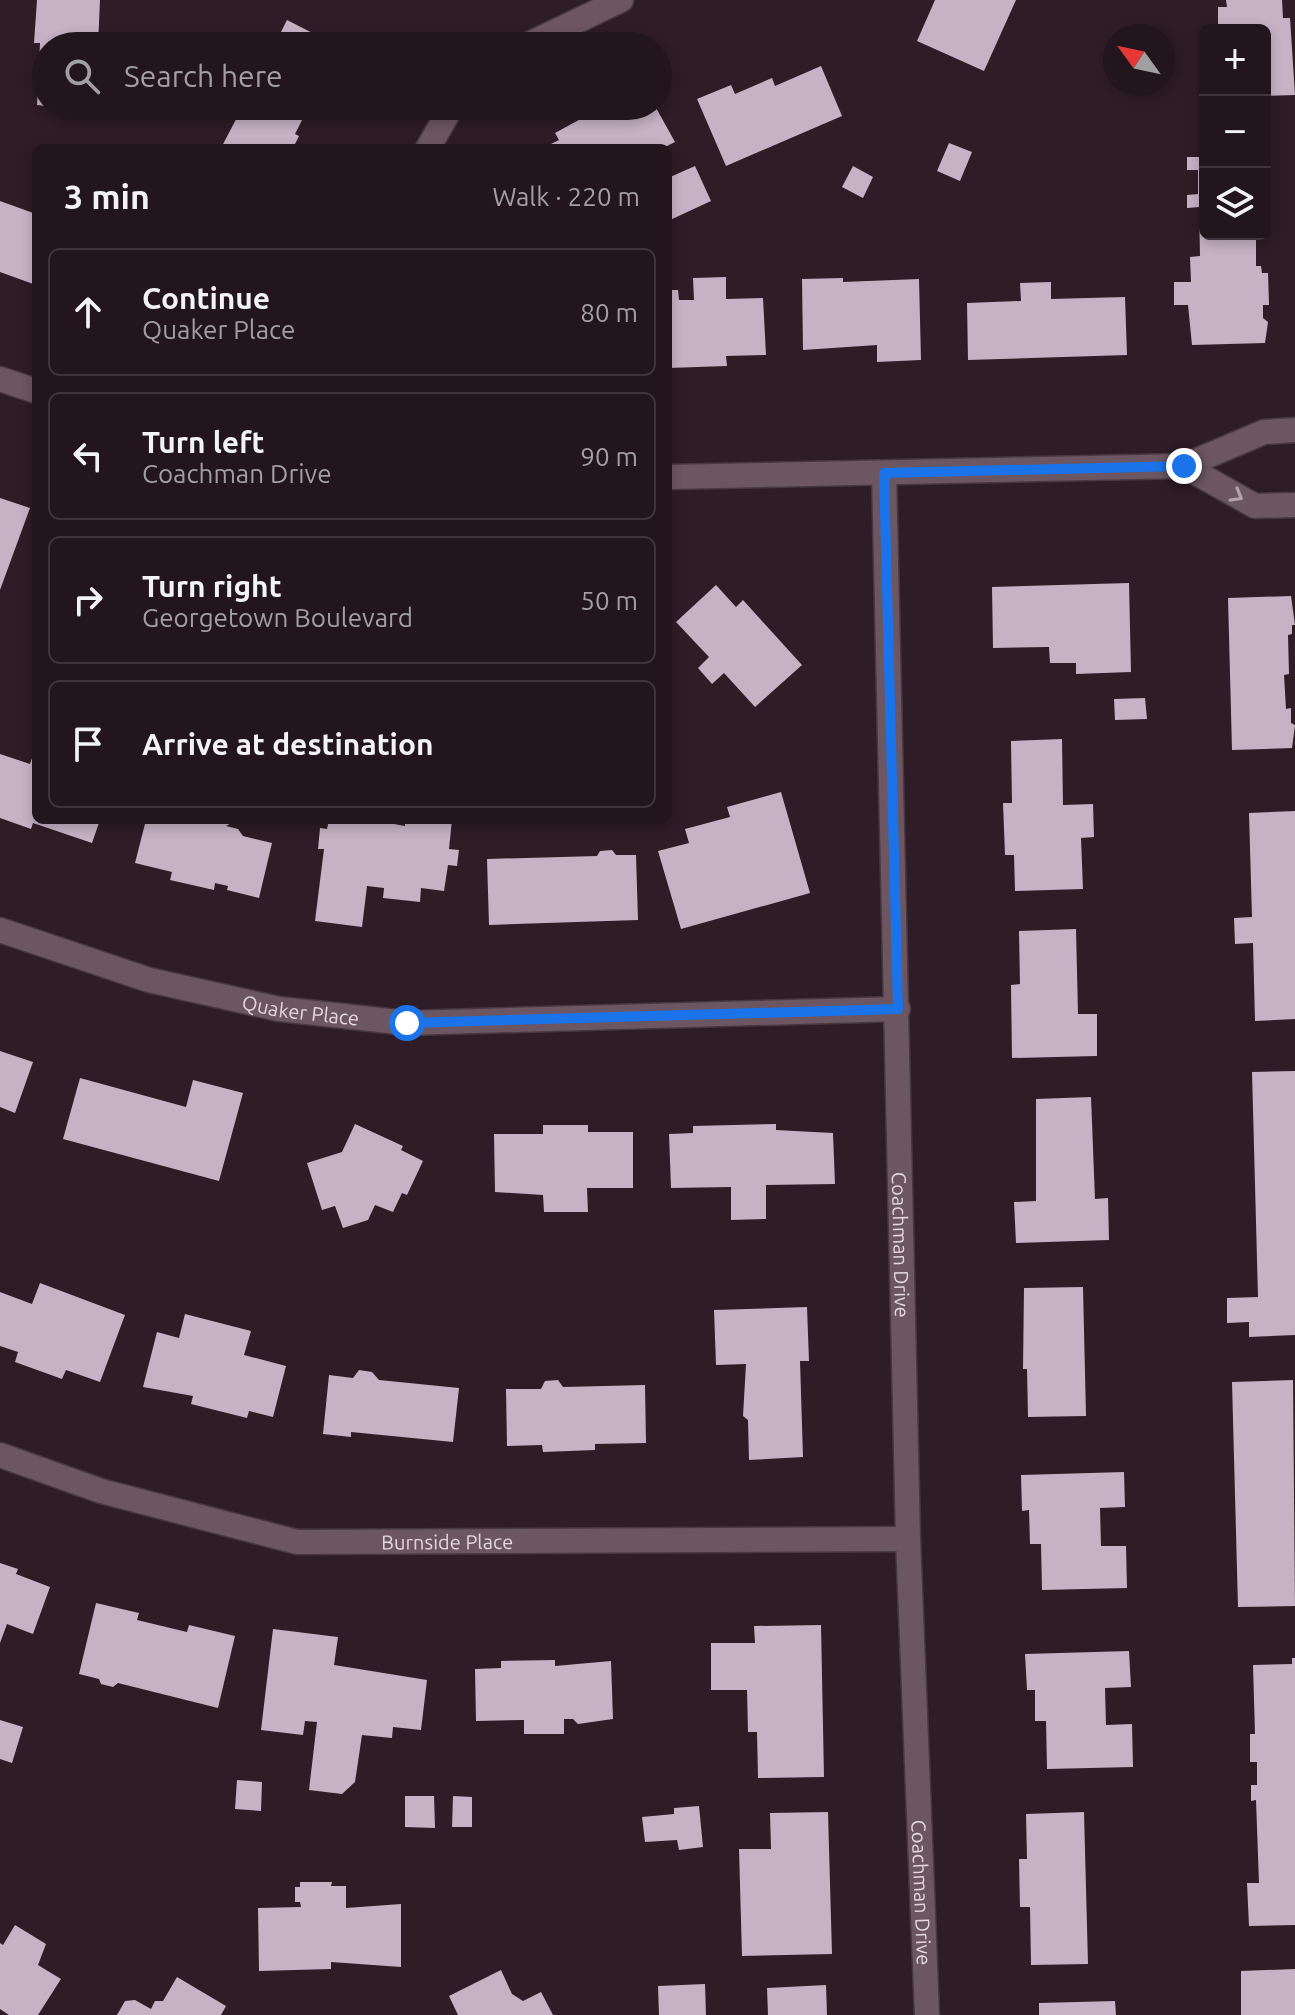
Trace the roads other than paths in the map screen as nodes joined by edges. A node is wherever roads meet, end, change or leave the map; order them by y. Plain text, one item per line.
1 (621, 0) edge
2 (554, 32) edge
3 (444, 120) edge
4 (430, 144) edge
5 (0, 379) edge
6 (32, 390) edge
7 (1295, 430) edge
8 (1184, 466) junction
9 (884, 473) junction
10 (672, 477) edge
11 (1295, 505) edge
12 (0, 930) edge
13 (898, 1009) junction
14 (0, 1455) edge
15 (908, 1539) junction
16 (927, 2015) edge

1 - 2 street
3 - 4 street
5 - 6 street
7 - 8 street
8 - 9 street
8 -> 11 street
9 - 10 street
9 - 13 street, Coachman Drive
12 - 13 street, Quaker Place
13 - 15 street, Coachman Drive
14 - 15 street, Burnside Place
15 - 16 street, Coachman Drive

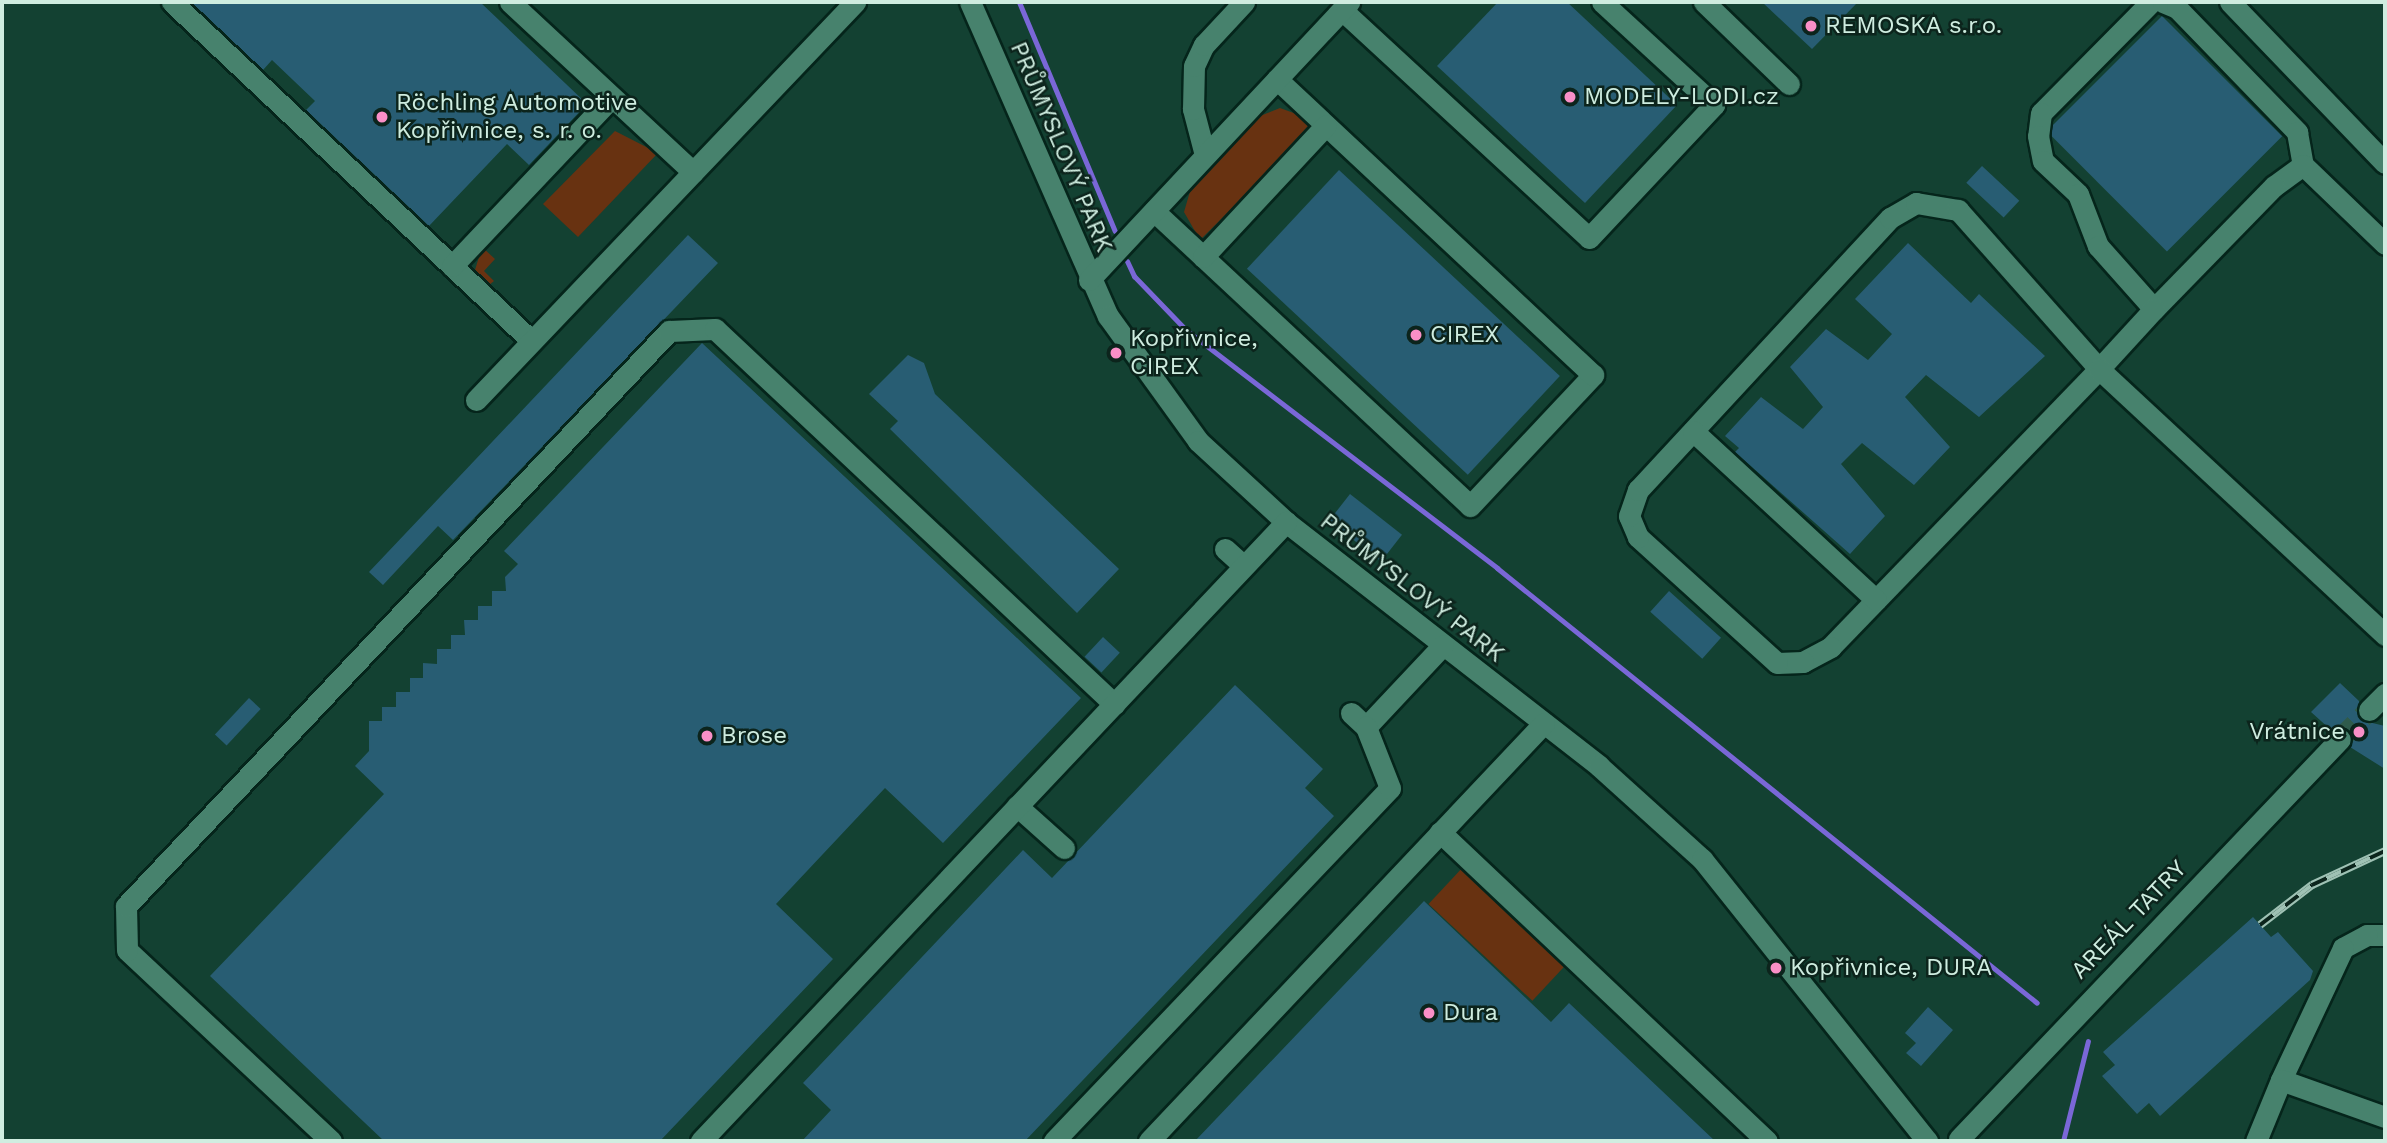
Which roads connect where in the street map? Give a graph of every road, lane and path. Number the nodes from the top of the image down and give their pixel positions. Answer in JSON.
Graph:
{"nodes":[{"id":1,"x":172,"y":2,"type":"edge"},
{"id":2,"x":510,"y":2,"type":"edge"},
{"id":3,"x":855,"y":2,"type":"edge"},
{"id":4,"x":970,"y":2,"type":"edge"},
{"id":5,"x":1244,"y":2,"type":"edge"},
{"id":6,"x":1602,"y":2,"type":"edge"},
{"id":7,"x":1704,"y":2,"type":"edge"},
{"id":8,"x":2151,"y":2,"type":"edge"},
{"id":9,"x":2163,"y":2,"type":"edge"},
{"id":10,"x":2230,"y":2,"type":"edge"},
{"id":11,"x":1345,"y":6,"type":"edge"},
{"id":12,"x":1277,"y":79,"type":"junction"},
{"id":13,"x":1789,"y":84,"type":"dead end"},
{"id":14,"x":611,"y":98,"type":"junction"},
{"id":15,"x":1326,"y":125,"type":"junction"},
{"id":16,"x":1205,"y":155,"type":"junction"},
{"id":17,"x":2385,"y":163,"type":"edge"},
{"id":18,"x":2303,"y":165,"type":"junction"},
{"id":19,"x":693,"y":172,"type":"junction"},
{"id":20,"x":1154,"y":211,"type":"junction"},
{"id":21,"x":2385,"y":244,"type":"edge"},
{"id":22,"x":1203,"y":257,"type":"junction"},
{"id":23,"x":452,"y":266,"type":"junction"},
{"id":24,"x":1089,"y":280,"type":"junction"},
{"id":25,"x":2154,"y":309,"type":"junction"},
{"id":26,"x":532,"y":341,"type":"junction"},
{"id":27,"x":2099,"y":369,"type":"junction"},
{"id":28,"x":476,"y":400,"type":"dead end"},
{"id":29,"x":1693,"y":431,"type":"junction"},
{"id":30,"x":1286,"y":522,"type":"junction"},
{"id":31,"x":1225,"y":549,"type":"dead end"},
{"id":32,"x":1244,"y":566,"type":"junction"},
{"id":33,"x":1876,"y":600,"type":"junction"},
{"id":34,"x":2385,"y":635,"type":"edge"},
{"id":35,"x":1443,"y":645,"type":"junction"},
{"id":36,"x":2385,"y":694,"type":"edge"},
{"id":37,"x":1114,"y":704,"type":"junction"},
{"id":38,"x":2369,"y":710,"type":"tunnel mouth"},
{"id":39,"x":1544,"y":723,"type":"junction"},
{"id":40,"x":2340,"y":739,"type":"tunnel mouth"},
{"id":41,"x":1017,"y":806,"type":"junction"},
{"id":42,"x":1440,"y":832,"type":"junction"},
{"id":43,"x":1064,"y":848,"type":"dead end"},
{"id":44,"x":2385,"y":935,"type":"edge"},
{"id":45,"x":2281,"y":1080,"type":"junction"},
{"id":46,"x":2385,"y":1117,"type":"edge"},
{"id":47,"x":1960,"y":1140,"type":"edge"},
{"id":48,"x":331,"y":1141,"type":"edge"},
{"id":49,"x":701,"y":1141,"type":"edge"},
{"id":50,"x":1054,"y":1141,"type":"edge"},
{"id":51,"x":1149,"y":1141,"type":"edge"},
{"id":52,"x":1767,"y":1141,"type":"edge"},
{"id":53,"x":1927,"y":1141,"type":"edge"},
{"id":54,"x":2256,"y":1141,"type":"edge"}],
"edges":[{"from":1,"to":23,"type":"street"},
{"from":2,"to":14,"type":"street"},
{"from":3,"to":19,"type":"street"},
{"from":4,"to":24,"type":"street","name":"PRŮMYSLOVÝ PARK"},
{"from":5,"to":16,"type":"street"},
{"from":6,"to":11,"type":"street"},
{"from":7,"to":13,"type":"street"},
{"from":8,"to":25,"type":"street"},
{"from":9,"to":18,"type":"street"},
{"from":10,"to":17,"type":"street"},
{"from":11,"to":12,"type":"street"},
{"from":12,"to":15,"type":"street"},
{"from":12,"to":16,"type":"street"},
{"from":14,"to":19,"type":"street"},
{"from":14,"to":23,"type":"street"},
{"from":15,"to":22,"type":"street"},
{"from":15,"to":22,"type":"street"},
{"from":16,"to":20,"type":"street"},
{"from":18,"to":21,"type":"street"},
{"from":18,"to":25,"type":"street"},
{"from":19,"to":26,"type":"street"},
{"from":20,"to":22,"type":"street"},
{"from":20,"to":24,"type":"street"},
{"from":23,"to":26,"type":"street"},
{"from":24,"to":30,"type":"street","name":"PRŮMYSLOVÝ PARK"},
{"from":25,"to":27,"type":"street"},
{"from":26,"to":28,"type":"street"},
{"from":27,"to":29,"type":"street"},
{"from":27,"to":33,"type":"street"},
{"from":27,"to":34,"type":"street"},
{"from":29,"to":33,"type":"street"},
{"from":29,"to":33,"type":"street"},
{"from":30,"to":32,"type":"street"},
{"from":30,"to":35,"type":"street","name":"PRŮMYSLOVÝ PARK"},
{"from":31,"to":32,"type":"street"},
{"from":32,"to":37,"type":"street"},
{"from":35,"to":39,"type":"street","name":"PRŮMYSLOVÝ PARK"},
{"from":35,"to":50,"type":"street"},
{"from":36,"to":38,"type":"street"},
{"from":37,"to":41,"type":"street"},
{"from":37,"to":48,"type":"street"},
{"from":39,"to":42,"type":"street"},
{"from":39,"to":53,"type":"street","name":"PRŮMYSLOVÝ PARK"},
{"from":40,"to":47,"type":"street","name":"AREÁL TATRY"},
{"from":41,"to":43,"type":"street"},
{"from":41,"to":49,"type":"street"},
{"from":42,"to":51,"type":"street"},
{"from":42,"to":52,"type":"street"},
{"from":44,"to":45,"type":"street"},
{"from":45,"to":46,"type":"street"},
{"from":45,"to":54,"type":"street"},
{"from":47,"to":53,"type":"street"}]}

········

» Exercise requirements: All the lines above should be reproduced exactly, and none of the pictures.

» Exercise output:
Trace the roads other than paths in the map screen as nodes joined by edges. A node is wherever roads meet, end, change or leave the map; order them by y. Plain text, one item per line.
1 (621, 0) edge
2 (554, 32) edge
3 (444, 120) edge
4 (430, 144) edge
5 (0, 379) edge
6 (32, 390) edge
7 (1295, 430) edge
8 (1184, 466) junction
9 (884, 473) junction
10 (672, 477) edge
11 (1295, 505) edge
12 (0, 930) edge
13 (898, 1009) junction
14 (0, 1455) edge
15 (908, 1539) junction
16 (927, 2015) edge

1 - 2 street
3 - 4 street
5 - 6 street
7 - 8 street
8 - 9 street
8 -> 11 street
9 - 10 street
9 - 13 street, Coachman Drive
12 - 13 street, Quaker Place
13 - 15 street, Coachman Drive
14 - 15 street, Burnside Place
15 - 16 street, Coachman Drive

Which roads connect where in the street map? Give a graph of every road, lane and path. Number the nodes from the top of the image down and give their pixel positions. Answer in JSON.
Graph:
{"nodes":[{"id":1,"x":172,"y":2,"type":"edge"},
{"id":2,"x":510,"y":2,"type":"edge"},
{"id":3,"x":855,"y":2,"type":"edge"},
{"id":4,"x":970,"y":2,"type":"edge"},
{"id":5,"x":1244,"y":2,"type":"edge"},
{"id":6,"x":1602,"y":2,"type":"edge"},
{"id":7,"x":1704,"y":2,"type":"edge"},
{"id":8,"x":2151,"y":2,"type":"edge"},
{"id":9,"x":2163,"y":2,"type":"edge"},
{"id":10,"x":2230,"y":2,"type":"edge"},
{"id":11,"x":1345,"y":6,"type":"edge"},
{"id":12,"x":1277,"y":79,"type":"junction"},
{"id":13,"x":1789,"y":84,"type":"dead end"},
{"id":14,"x":611,"y":98,"type":"junction"},
{"id":15,"x":1326,"y":125,"type":"junction"},
{"id":16,"x":1205,"y":155,"type":"junction"},
{"id":17,"x":2385,"y":163,"type":"edge"},
{"id":18,"x":2303,"y":165,"type":"junction"},
{"id":19,"x":693,"y":172,"type":"junction"},
{"id":20,"x":1154,"y":211,"type":"junction"},
{"id":21,"x":2385,"y":244,"type":"edge"},
{"id":22,"x":1203,"y":257,"type":"junction"},
{"id":23,"x":452,"y":266,"type":"junction"},
{"id":24,"x":1089,"y":280,"type":"junction"},
{"id":25,"x":2154,"y":309,"type":"junction"},
{"id":26,"x":532,"y":341,"type":"junction"},
{"id":27,"x":2099,"y":369,"type":"junction"},
{"id":28,"x":476,"y":400,"type":"dead end"},
{"id":29,"x":1693,"y":431,"type":"junction"},
{"id":30,"x":1286,"y":522,"type":"junction"},
{"id":31,"x":1225,"y":549,"type":"dead end"},
{"id":32,"x":1244,"y":566,"type":"junction"},
{"id":33,"x":1876,"y":600,"type":"junction"},
{"id":34,"x":2385,"y":635,"type":"edge"},
{"id":35,"x":1443,"y":645,"type":"junction"},
{"id":36,"x":2385,"y":694,"type":"edge"},
{"id":37,"x":1114,"y":704,"type":"junction"},
{"id":38,"x":2369,"y":710,"type":"tunnel mouth"},
{"id":39,"x":1544,"y":723,"type":"junction"},
{"id":40,"x":2340,"y":739,"type":"tunnel mouth"},
{"id":41,"x":1017,"y":806,"type":"junction"},
{"id":42,"x":1440,"y":832,"type":"junction"},
{"id":43,"x":1064,"y":848,"type":"dead end"},
{"id":44,"x":2385,"y":935,"type":"edge"},
{"id":45,"x":2281,"y":1080,"type":"junction"},
{"id":46,"x":2385,"y":1117,"type":"edge"},
{"id":47,"x":1960,"y":1140,"type":"edge"},
{"id":48,"x":331,"y":1141,"type":"edge"},
{"id":49,"x":701,"y":1141,"type":"edge"},
{"id":50,"x":1054,"y":1141,"type":"edge"},
{"id":51,"x":1149,"y":1141,"type":"edge"},
{"id":52,"x":1767,"y":1141,"type":"edge"},
{"id":53,"x":1927,"y":1141,"type":"edge"},
{"id":54,"x":2256,"y":1141,"type":"edge"}],
"edges":[{"from":1,"to":23,"type":"street"},
{"from":2,"to":14,"type":"street"},
{"from":3,"to":19,"type":"street"},
{"from":4,"to":24,"type":"street","name":"PRŮMYSLOVÝ PARK"},
{"from":5,"to":16,"type":"street"},
{"from":6,"to":11,"type":"street"},
{"from":7,"to":13,"type":"street"},
{"from":8,"to":25,"type":"street"},
{"from":9,"to":18,"type":"street"},
{"from":10,"to":17,"type":"street"},
{"from":11,"to":12,"type":"street"},
{"from":12,"to":15,"type":"street"},
{"from":12,"to":16,"type":"street"},
{"from":14,"to":19,"type":"street"},
{"from":14,"to":23,"type":"street"},
{"from":15,"to":22,"type":"street"},
{"from":15,"to":22,"type":"street"},
{"from":16,"to":20,"type":"street"},
{"from":18,"to":21,"type":"street"},
{"from":18,"to":25,"type":"street"},
{"from":19,"to":26,"type":"street"},
{"from":20,"to":22,"type":"street"},
{"from":20,"to":24,"type":"street"},
{"from":23,"to":26,"type":"street"},
{"from":24,"to":30,"type":"street","name":"PRŮMYSLOVÝ PARK"},
{"from":25,"to":27,"type":"street"},
{"from":26,"to":28,"type":"street"},
{"from":27,"to":29,"type":"street"},
{"from":27,"to":33,"type":"street"},
{"from":27,"to":34,"type":"street"},
{"from":29,"to":33,"type":"street"},
{"from":29,"to":33,"type":"street"},
{"from":30,"to":32,"type":"street"},
{"from":30,"to":35,"type":"street","name":"PRŮMYSLOVÝ PARK"},
{"from":31,"to":32,"type":"street"},
{"from":32,"to":37,"type":"street"},
{"from":35,"to":39,"type":"street","name":"PRŮMYSLOVÝ PARK"},
{"from":35,"to":50,"type":"street"},
{"from":36,"to":38,"type":"street"},
{"from":37,"to":41,"type":"street"},
{"from":37,"to":48,"type":"street"},
{"from":39,"to":42,"type":"street"},
{"from":39,"to":53,"type":"street","name":"PRŮMYSLOVÝ PARK"},
{"from":40,"to":47,"type":"street","name":"AREÁL TATRY"},
{"from":41,"to":43,"type":"street"},
{"from":41,"to":49,"type":"street"},
{"from":42,"to":51,"type":"street"},
{"from":42,"to":52,"type":"street"},
{"from":44,"to":45,"type":"street"},
{"from":45,"to":46,"type":"street"},
{"from":45,"to":54,"type":"street"},
{"from":47,"to":53,"type":"street"}]}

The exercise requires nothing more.